Decrease in the specific forms of cytochrome P-450 in liver microsomes of a mutant strain of rat with hyperbilirubinuria

• Published in: Research communications in chemical pathology and pharmacology Vol. 72; no. 2; p. 243
• Main Authors: Ohmori, S, Kuriya, S, Uesugi, T, Horie, T, Sagami, F, Mikami, T, Kawaguchi, A, Rikihisa, T, Kanakubo, Y
• Format: Journal Article
• Language: English
• Published: United States 01.05.1991
• Subjects: Aniline Hydroxylase - metabolism; Animals; Aryl Hydrocarbon Hydroxylases; Bilirubin - analogs & derivatives; Bilirubin - metabolism; Cytochrome P-450 Enzyme System - classification; Cytochrome P-450 Enzyme System - metabolism; Ethylmorphine-N-Demethylase - metabolism; Hyperbilirubinemia, Hereditary - metabolism; Male; Microsomes, Liver - metabolism; Oxygenases - metabolism; Rats; Rats, Mutant Strains; Steroid Hydroxylases - metabolism
• ISSN: 0034-5164

Eisai-hyperbilirubinuria rats (EHBR) is a mutant originated from Sprague Dawley rats.
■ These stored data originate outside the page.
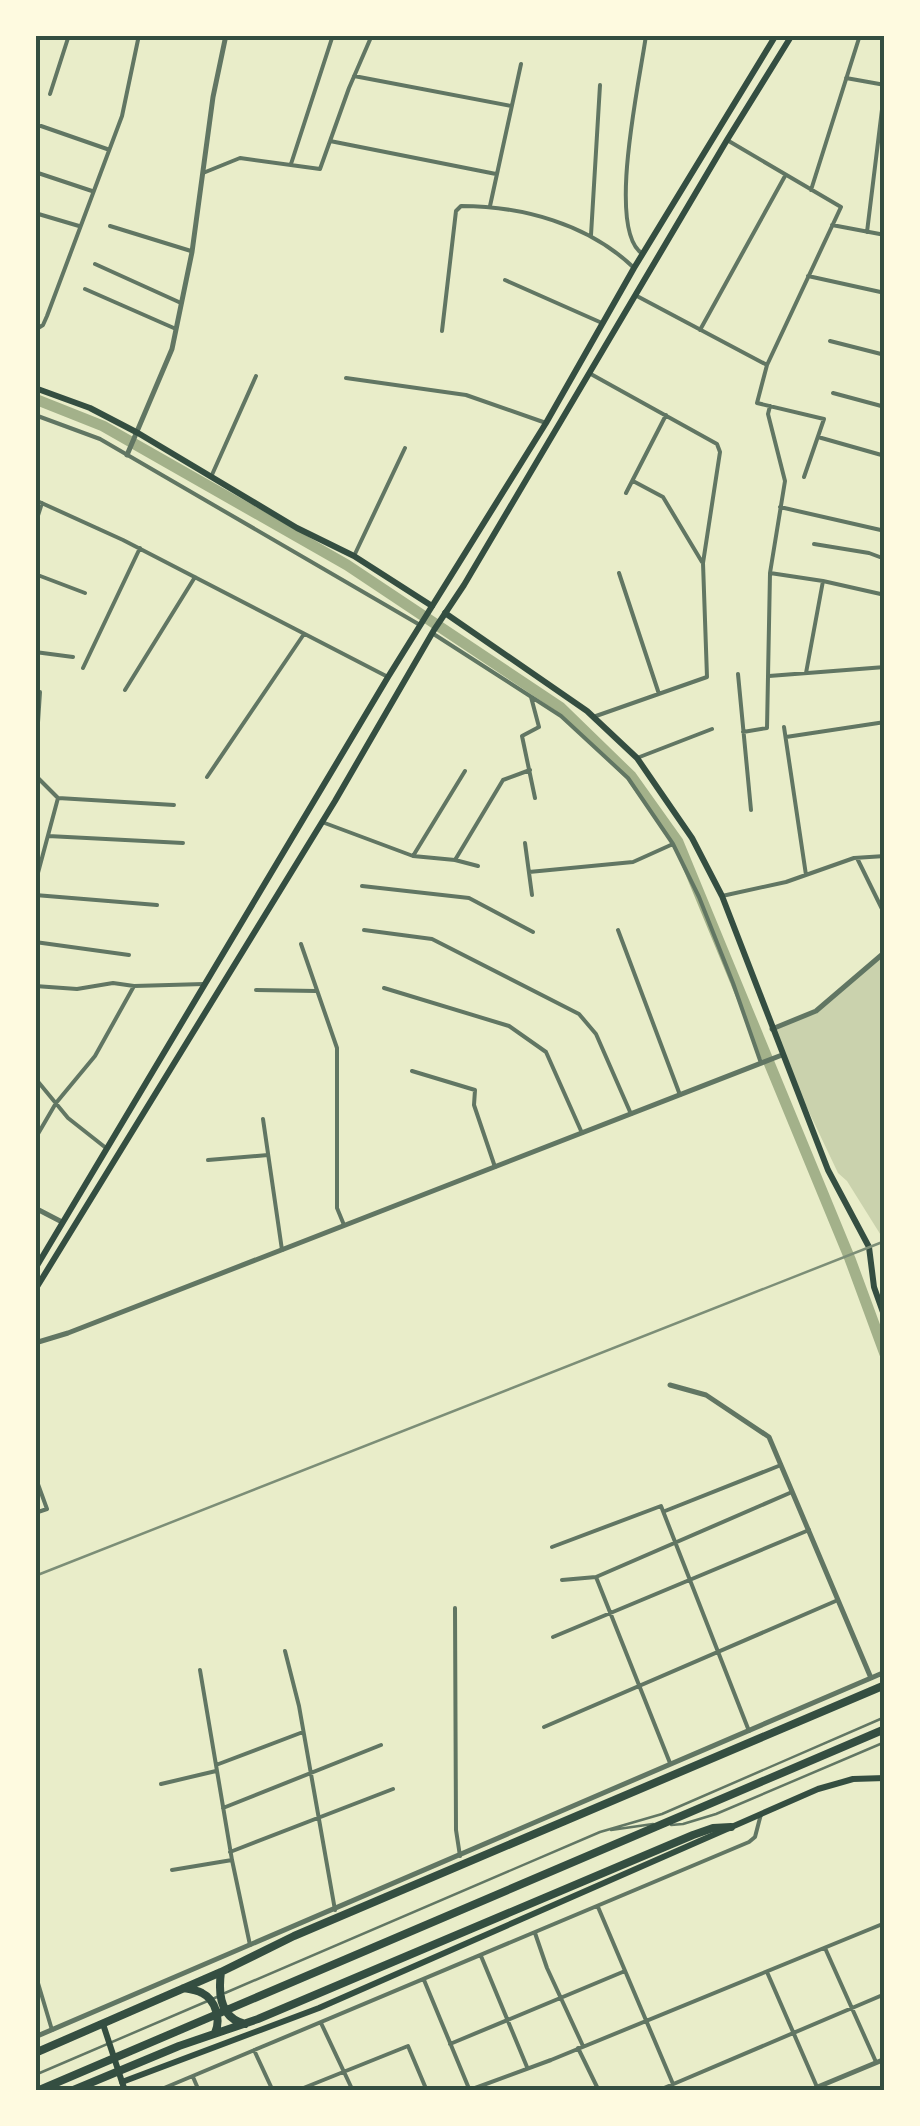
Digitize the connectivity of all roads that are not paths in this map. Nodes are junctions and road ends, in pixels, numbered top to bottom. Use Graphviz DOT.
graph roads {
  1 [pos="69,35"];
  2 [pos="139,35"];
  3 [pos="226,35"];
  4 [pos="333,35"];
  5 [pos="372,35"];
  6 [pos="646,35"];
  7 [pos="776,35"];
  8 [pos="792,35"];
  9 [pos="860,35"];
  10 [pos="521,64"];
  11 [pos="354,76"];
  12 [pos="846,78"];
  13 [pos="600,85"];
  14 [pos="885,85"];
  15 [pos="50,94"];
  16 [pos="511,106"];
  17 [pos="41,126"];
  18 [pos="727,140"];
  19 [pos="330,141"];
  20 [pos="877,148"];
  21 [pos="109,149"];
  22 [pos="885,150"];
  23 [pos="291,165"];
  24 [pos="35,172"];
  25 [pos="203,173"];
  26 [pos="496,174"];
  27 [pos="785,176"];
  28 [pos="811,190"];
  29 [pos="93,191"];
  30 [pos="490,206"];
  31 [pos="35,213"];
  32 [pos="832,225"];
  33 [pos="80,226"];
  34 [pos="110,226"];
  35 [pos="867,232"];
  36 [pos="590,235"];
  37 [pos="885,235"];
  38 [pos="192,252"];
  39 [pos="643,254"];
  40 [pos="94,264"];
  41 [pos="634,268"];
  42 [pos="808,276"];
  43 [pos="504,280"];
  44 [pos="86,289"];
  45 [pos="885,293"];
  46 [pos="635,295"];
  47 [pos="182,304"];
  48 [pos="602,323"];
  49 [pos="176,329"];
  50 [pos="35,330"];
  51 [pos="700,330"];
  52 [pos="442,332"];
  53 [pos="830,341"];
  54 [pos="885,355"];
  55 [pos="766,365"];
  56 [pos="589,373"];
  57 [pos="256,376"];
  58 [pos="346,378"];
  59 [pos="35,388"];
  60 [pos="833,393"];
  61 [pos="770,406"];
  62 [pos="885,407"];
  63 [pos="35,414"];
  64 [pos="666,415"];
  65 [pos="546,423"];
  66 [pos="138,433"];
  67 [pos="818,437"];
  68 [pos="405,448"];
  69 [pos="127,455"];
  70 [pos="885,456"];
  71 [pos="211,477"];
  72 [pos="804,478"];
  73 [pos="632,481"];
  74 [pos="626,493"];
  75 [pos="35,500"];
  76 [pos="42,503"];
  77 [pos="780,507"];
  78 [pos="35,525"];
  79 [pos="885,531"];
  80 [pos="814,544"];
  81 [pos="140,548"];
  82 [pos="354,556"];
  83 [pos="885,559"];
  84 [pos="704,565"];
  85 [pos="619,573"];
  86 [pos="770,573"];
  87 [pos="35,574"];
  88 [pos="196,578"];
  89 [pos="823,580"];
  90 [pos="85,593"];
  91 [pos="885,596"];
  92 [pos="431,608"];
  93 [pos="444,615"];
  94 [pos="421,624"];
  95 [pos="433,631"];
  96 [pos="304,634"];
  97 [pos="35,652"];
  98 [pos="73,657"];
  99 [pos="885,667"];
  100 [pos="82,668"];
  101 [pos="806,673"];
  102 [pos="738,674"];
  103 [pos="769,676"];
  104 [pos="388,678"];
  105 [pos="125,690"];
  106 [pos="40,692"];
  107 [pos="658,694"];
  108 [pos="531,697"];
  109 [pos="594,717"];
  110 [pos="885,722"];
  111 [pos="784,727"];
  112 [pos="712,729"];
  113 [pos="743,732"];
  114 [pos="786,737"];
  115 [pos="636,758"];
  116 [pos="35,768"];
  117 [pos="530,770"];
  118 [pos="465,771"];
  119 [pos="35,775"];
  120 [pos="206,777"];
  121 [pos="58,798"];
  122 [pos="536,798"];
  123 [pos="174,806"];
  124 [pos="751,810"];
  125 [pos="322,822"];
  126 [pos="48,836"];
  127 [pos="525,842"];
  128 [pos="183,843"];
  129 [pos="673,844"];
  130 [pos="413,856"];
  131 [pos="885,856"];
  132 [pos="857,858"];
  133 [pos="455,860"];
  134 [pos="478,866"];
  135 [pos="529,872"];
  136 [pos="806,875"];
  137 [pos="35,884"];
  138 [pos="362,886"];
  139 [pos="35,895"];
  140 [pos="532,896"];
  141 [pos="722,896"];
  142 [pos="157,905"];
  143 [pos="885,916"];
  144 [pos="364,930"];
  145 [pos="618,930"];
  146 [pos="534,932"];
  147 [pos="35,942"];
  148 [pos="301,944"];
  149 [pos="885,952"];
  150 [pos="129,954"];
  151 [pos="35,986"];
  152 [pos="134,986"];
  153 [pos="203,986"];
  154 [pos="384,988"];
  155 [pos="256,990"];
  156 [pos="317,992"];
  157 [pos="215,996"];
  158 [pos="772,1029"];
  159 [pos="782,1056"];
  160 [pos="761,1063"];
  161 [pos="412,1072"];
  162 [pos="35,1078"];
  163 [pos="680,1094"];
  164 [pos="56,1103"];
  165 [pos="631,1114"];
  166 [pos="263,1119"];
  167 [pos="582,1133"];
  168 [pos="35,1139"];
  169 [pos="106,1148"];
  170 [pos="268,1155"];
  171 [pos="208,1160"];
  172 [pos="495,1166"];
  173 [pos="93,1170"];
  174 [pos="104,1176"];
  175 [pos="35,1208"];
  176 [pos="62,1222"];
  177 [pos="344,1226"];
  178 [pos="47,1249"];
  179 [pos="282,1250"];
  180 [pos="56,1255"];
  181 [pos="35,1269"];
  182 [pos="35,1290"];
  183 [pos="885,1318"];
  184 [pos="35,1343"];
  185 [pos="670,1385"];
  186 [pos="781,1465"];
  187 [pos="35,1476"];
  188 [pos="792,1492"];
  189 [pos="664,1512"];
  190 [pos="35,1514"];
  191 [pos="809,1530"];
  192 [pos="676,1542"];
  193 [pos="552,1547"];
  194 [pos="596,1577"];
  195 [pos="690,1579"];
  196 [pos="562,1580"];
  197 [pos="838,1600"];
  198 [pos="454,1608"];
  199 [pos="610,1614"];
  200 [pos="552,1638"];
  201 [pos="286,1650"];
  202 [pos="719,1653"];
  203 [pos="200,1670"];
  204 [pos="885,1672"];
  205 [pos="872,1678"];
  206 [pos="885,1686"];
  207 [pos="640,1688"];
  208 [pos="885,1717"];
  209 [pos="544,1727"];
  210 [pos="885,1730"];
  211 [pos="748,1731"];
  212 [pos="303,1732"];
  213 [pos="35,1742"];
  214 [pos="885,1742"];
  215 [pos="382,1745"];
  216 [pos="670,1764"];
  217 [pos="216,1768"];
  218 [pos="310,1772"];
  219 [pos="885,1778"];
  220 [pos="35,1783"];
  221 [pos="161,1784"];
  222 [pos="393,1789"];
  223 [pos="224,1808"];
  224 [pos="762,1814"];
  225 [pos="318,1816"];
  226 [pos="731,1827"];
  227 [pos="600,1832"];
  228 [pos="230,1852"];
  229 [pos="460,1856"];
  230 [pos="232,1860"];
  231 [pos="172,1870"];
  232 [pos="598,1906"];
  233 [pos="334,1910"];
  234 [pos="885,1922"];
  235 [pos="535,1933"];
  236 [pos="250,1945"];
  237 [pos="825,1948"];
  238 [pos="481,1956"];
  239 [pos="625,1971"];
  240 [pos="221,1972"];
  241 [pos="767,1972"];
  242 [pos="35,1973"];
  243 [pos="424,1980"];
  244 [pos="184,1988"];
  245 [pos="885,1994"];
  246 [pos="562,1997"];
  247 [pos="853,2008"];
  248 [pos="507,2020"];
  249 [pos="646,2020"];
  250 [pos="321,2023"];
  251 [pos="103,2024"];
  252 [pos="245,2024"];
  253 [pos="52,2030"];
  254 [pos="794,2033"];
  255 [pos="214,2035"];
  256 [pos="35,2037"];
  257 [pos="450,2044"];
  258 [pos="580,2047"];
  259 [pos="254,2050"];
  260 [pos="35,2053"];
  261 [pos="885,2059"];
  262 [pos="876,2063"];
  263 [pos="527,2068"];
  264 [pos="118,2072"];
  265 [pos="344,2072"];
  266 [pos="35,2076"];
  267 [pos="192,2076"];
  268 [pos="122,2082"];
  269 [pos="817,2086"];
  270 [pos="674,2088"];
  271 [pos="38,2091"];
  272 [pos="71,2091"];
  273 [pos="125,2091"];
  274 [pos="157,2091"];
  275 [pos="200,2091"];
  276 [pos="273,2091"];
  277 [pos="296,2091"];
  278 [pos="353,2091"];
  279 [pos="427,2091"];
  280 [pos="469,2091"];
  281 [pos="598,2091"];
  282 [pos="657,2091"];
  283 [pos="808,2091"];
  1 -- 15 [label="street"];
  2 -- 21 [label="street"];
  3 -- 25 [label="street"];
  4 -- 23 [label="street"];
  5 -- 11 [label="street"];
  6 -- 39 [label="street"];
  7 -- 39 [label="main road"];
  8 -- 18 [label="main road"];
  9 -- 12 [label="street"];
  10 -- 16 [label="street"];
  11 -- 16 [label="street"];
  11 -- 19 [label="street"];
  12 -- 14 [label="street"];
  12 -- 28 [label="street"];
  13 -- 36 [label="street"];
  14 -- 20 [label="street"];
  16 -- 26 [label="street"];
  17 -- 21 [label="street"];
  18 -- 27 [label="street"];
  18 -- 46 [label="main road"];
  19 -- 23 [label="street"];
  19 -- 26 [label="street"];
  20 -- 22 [label="street"];
  20 -- 35 [label="street"];
  21 -- 29 [label="street"];
  23 -- 25 [label="street"];
  24 -- 29 [label="street"];
  25 -- 38 [label="street"];
  26 -- 30 [label="street"];
  27 -- 28 [label="street"];
  27 -- 51 [label="street"];
  28 -- 32 [label="street"];
  29 -- 33 [label="street"];
  30 -- 36 [label="street"];
  30 -- 52 [label="street"];
  31 -- 33 [label="street"];
  32 -- 35 [label="street"];
  32 -- 42 [label="street"];
  33 -- 50 [label="street"];
  34 -- 38 [label="street"];
  35 -- 37 [label="street"];
  36 -- 41 [label="street"];
  38 -- 47 [label="street"];
  39 -- 41 [label="main road"];
  40 -- 47 [label="street"];
  41 -- 48 [label="main road"];
  42 -- 45 [label="street"];
  42 -- 55 [label="street"];
  43 -- 48 [label="street"];
  44 -- 49 [label="street"];
  46 -- 51 [label="street"];
  46 -- 56 [label="main road"];
  47 -- 49 [label="street"];
  48 -- 65 [label="main road"];
  49 -- 66 [label="street"];
  51 -- 55 [label="street"];
  53 -- 54 [label="street"];
  55 -- 61 [label="street"];
  56 -- 64 [label="street"];
  56 -- 93 [label="main road"];
  57 -- 71 [label="street"];
  58 -- 65 [label="street"];
  59 -- 66 [label="main road"];
  60 -- 62 [label="street"];
  61 -- 67 [label="street"];
  61 -- 77 [label="street"];
  63 -- 69 [label="street"];
  64 -- 73 [label="street"];
  64 -- 84 [label="street"];
  65 -- 92 [label="main road"];
  66 -- 69 [label="street"];
  66 -- 71 [label="main road"];
  67 -- 70 [label="street"];
  67 -- 72 [label="street"];
  68 -- 82 [label="street"];
  69 -- 94 [label="street"];
  71 -- 82 [label="main road"];
  73 -- 74 [label="street"];
  73 -- 84 [label="street"];
  75 -- 76 [label="street"];
  76 -- 78 [label="street"];
  76 -- 81 [label="street"];
  77 -- 79 [label="street"];
  77 -- 86 [label="street"];
  80 -- 83 [label="street"];
  81 -- 88 [label="street"];
  81 -- 100 [label="street"];
  82 -- 92 [label="main road"];
  84 -- 107 [label="street"];
  85 -- 107 [label="street"];
  86 -- 89 [label="street"];
  86 -- 103 [label="street"];
  87 -- 90 [label="street"];
  88 -- 96 [label="street"];
  88 -- 105 [label="street"];
  89 -- 91 [label="street"];
  89 -- 101 [label="street"];
  92 -- 94 [label="main road"];
  93 -- 95 [label="main road"];
  93 -- 109 [label="main road"];
  94 -- 104 [label="main road"];
  95 -- 108 [label="street"];
  95 -- 125 [label="main road"];
  96 -- 104 [label="street"];
  96 -- 120 [label="street"];
  97 -- 98 [label="street"];
  99 -- 101 [label="street"];
  101 -- 103 [label="street"];
  102 -- 113 [label="street"];
  103 -- 113 [label="street"];
  104 -- 153 [label="main road"];
  106 -- 116 [label="street"];
  107 -- 109 [label="street"];
  108 -- 117 [label="street"];
  108 -- 129 [label="street"];
  109 -- 115 [label="main road"];
  110 -- 114 [label="street"];
  111 -- 114 [label="street"];
  112 -- 115 [label="street"];
  113 -- 124 [label="street"];
  114 -- 136 [label="street"];
  115 -- 141 [label="main road"];
  117 -- 122 [label="street"];
  117 -- 133 [label="street"];
  118 -- 130 [label="street"];
  119 -- 121 [label="street"];
  121 -- 123 [label="street"];
  121 -- 126 [label="street"];
  125 -- 130 [label="street"];
  125 -- 157 [label="main road"];
  126 -- 128 [label="street"];
  126 -- 137 [label="street"];
  127 -- 135 [label="street"];
  129 -- 135 [label="street"];
  129 -- 160 [label="street"];
  130 -- 133 [label="street"];
  131 -- 132 [label="street"];
  132 -- 136 [label="street"];
  132 -- 143 [label="street"];
  133 -- 134 [label="street"];
  135 -- 140 [label="street"];
  136 -- 141 [label="street"];
  138 -- 146 [label="street"];
  139 -- 142 [label="street"];
  141 -- 158 [label="main road"];
  144 -- 165 [label="street"];
  145 -- 163 [label="street"];
  147 -- 150 [label="street"];
  148 -- 156 [label="street"];
  149 -- 158 [label="street"];
  151 -- 152 [label="street"];
  152 -- 153 [label="street"];
  152 -- 164 [label="street"];
  153 -- 157 [label="main road"];
  153 -- 169 [label="main road"];
  154 -- 167 [label="street"];
  155 -- 156 [label="street"];
  156 -- 177 [label="street"];
  157 -- 174 [label="main road"];
  158 -- 159 [label="main road"];
  159 -- 160 [label="street"];
  159 -- 183 [label="main road"];
  160 -- 163 [label="street"];
  161 -- 172 [label="street"];
  162 -- 164 [label="street"];
  163 -- 165 [label="street"];
  164 -- 168 [label="street"];
  164 -- 169 [label="street"];
  165 -- 167 [label="street"];
  166 -- 170 [label="street"];
  167 -- 172 [label="street"];
  169 -- 173 [label="main road"];
  170 -- 171 [label="street"];
  170 -- 179 [label="street"];
  172 -- 177 [label="street"];
  173 -- 174 [label="main road"];
  173 -- 176 [label="main road"];
  174 -- 180 [label="main road"];
  175 -- 176 [label="street"];
  176 -- 178 [label="main road"];
  177 -- 179 [label="street"];
  178 -- 180 [label="main road"];
  178 -- 181 [label="main road"];
  179 -- 184 [label="street"];
  180 -- 182 [label="main road"];
  185 -- 186 [label="street"];
  186 -- 188 [label="street"];
  186 -- 189 [label="street"];
  187 -- 190 [label="street"];
  188 -- 191 [label="street"];
  188 -- 192 [label="street"];
  189 -- 192 [label="street"];
  189 -- 193 [label="street"];
  191 -- 195 [label="street"];
  191 -- 197 [label="street"];
  192 -- 194 [label="street"];
  192 -- 195 [label="street"];
  194 -- 196 [label="street"];
  194 -- 199 [label="street"];
  195 -- 199 [label="street"];
  195 -- 202 [label="street"];
  197 -- 202 [label="street"];
  197 -- 205 [label="street"];
  198 -- 229 [label="street"];
  199 -- 200 [label="street"];
  199 -- 207 [label="street"];
  201 -- 212 [label="street"];
  202 -- 207 [label="street"];
  202 -- 211 [label="street"];
  203 -- 217 [label="street"];
  204 -- 205 [label="street"];
  205 -- 211 [label="street"];
  206 -- 240 [label="highway"];
  207 -- 209 [label="street"];
  207 -- 216 [label="street"];
  208 -- 227 [label="lane"];
  210 -- 271 [label="highway"];
  211 -- 216 [label="street"];
  212 -- 217 [label="street"];
  212 -- 218 [label="street"];
  213 -- 220 [label="street"];
  214 -- 227 [label="lane"];
  215 -- 218 [label="street"];
  216 -- 229 [label="street"];
  217 -- 221 [label="street"];
  217 -- 223 [label="street"];
  218 -- 223 [label="street"];
  218 -- 225 [label="street"];
  219 -- 224 [label="main road"];
  222 -- 225 [label="street"];
  223 -- 228 [label="street"];
  224 -- 226 [label="main road"];
  224 -- 232 [label="street"];
  225 -- 228 [label="street"];
  225 -- 233 [label="street"];
  226 -- 252 [label="highway"];
  226 -- 268 [label="main road"];
  227 -- 266 [label="lane"];
  228 -- 230 [label="street"];
  229 -- 233 [label="street"];
  230 -- 231 [label="street"];
  230 -- 236 [label="street"];
  232 -- 235 [label="street"];
  232 -- 239 [label="street"];
  233 -- 236 [label="street"];
  234 -- 237 [label="street"];
  235 -- 238 [label="street"];
  235 -- 246 [label="street"];
  236 -- 253 [label="street"];
  237 -- 241 [label="street"];
  237 -- 247 [label="street"];
  238 -- 243 [label="street"];
  238 -- 248 [label="street"];
  239 -- 246 [label="street"];
  239 -- 249 [label="street"];
  240 -- 244 [label="highway"];
  240 -- 252 [label="highway"];
  241 -- 249 [label="street"];
  241 -- 254 [label="street"];
  242 -- 253 [label="street"];
  243 -- 250 [label="street"];
  243 -- 257 [label="street"];
  244 -- 251 [label="highway"];
  244 -- 255 [label="highway"];
  245 -- 247 [label="street"];
  246 -- 248 [label="street"];
  246 -- 258 [label="street"];
  247 -- 254 [label="street"];
  247 -- 262 [label="street"];
  248 -- 257 [label="street"];
  248 -- 263 [label="street"];
  249 -- 258 [label="street"];
  249 -- 270 [label="street"];
  250 -- 259 [label="street"];
  250 -- 265 [label="street"];
  251 -- 260 [label="highway"];
  251 -- 264 [label="main road"];
  252 -- 255 [label="highway"];
  253 -- 256 [label="street"];
  254 -- 269 [label="street"];
  254 -- 270 [label="street"];
  255 -- 264 [label="highway"];
  257 -- 280 [label="street"];
  258 -- 263 [label="street"];
  258 -- 281 [label="street"];
  259 -- 267 [label="street"];
  259 -- 276 [label="street"];
  261 -- 262 [label="street"];
  262 -- 269 [label="street"];
  263 -- 280 [label="street"];
  264 -- 268 [label="main road"];
  264 -- 272 [label="highway"];
  265 -- 277 [label="street"];
  265 -- 278 [label="street"];
  265 -- 279 [label="street"];
  267 -- 274 [label="street"];
  267 -- 275 [label="street"];
  268 -- 273 [label="main road"];
  269 -- 283 [label="street"];
  270 -- 282 [label="street"];
}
The activities of UDP-glucuronyltransferase and drug metabolizing enzymes in EHBR were compared with those in Sprague Dawley rats as the control. The activity of aniline hydroxylase was significantly increased in liver microsomes of EHBR whereas the activity of ethylmorphine N-demethylase was found to be significantly decreased in EHBR as compared to control rats. In addition, the activity of testosterone 7 alpha-hydroxylase was increased in EHBR whereas the activity of testosterone 6 beta-hydroxylase was significantly decreased in EHBR as compared to control rats. Western blot analysis of liver microsomes of EHBR with antibodies to P-450IA2, P-450IIB1, P-450IIC11 and P-450IIIA2 showed that the amounts of P-450IIB1 and P-450IIIA2 in liver microsomes were significantly lower in EHBR than in control rats. These results indicated the form-specific alteration in the amounts of cytochrome P-450 in liver microsomes of EHBR.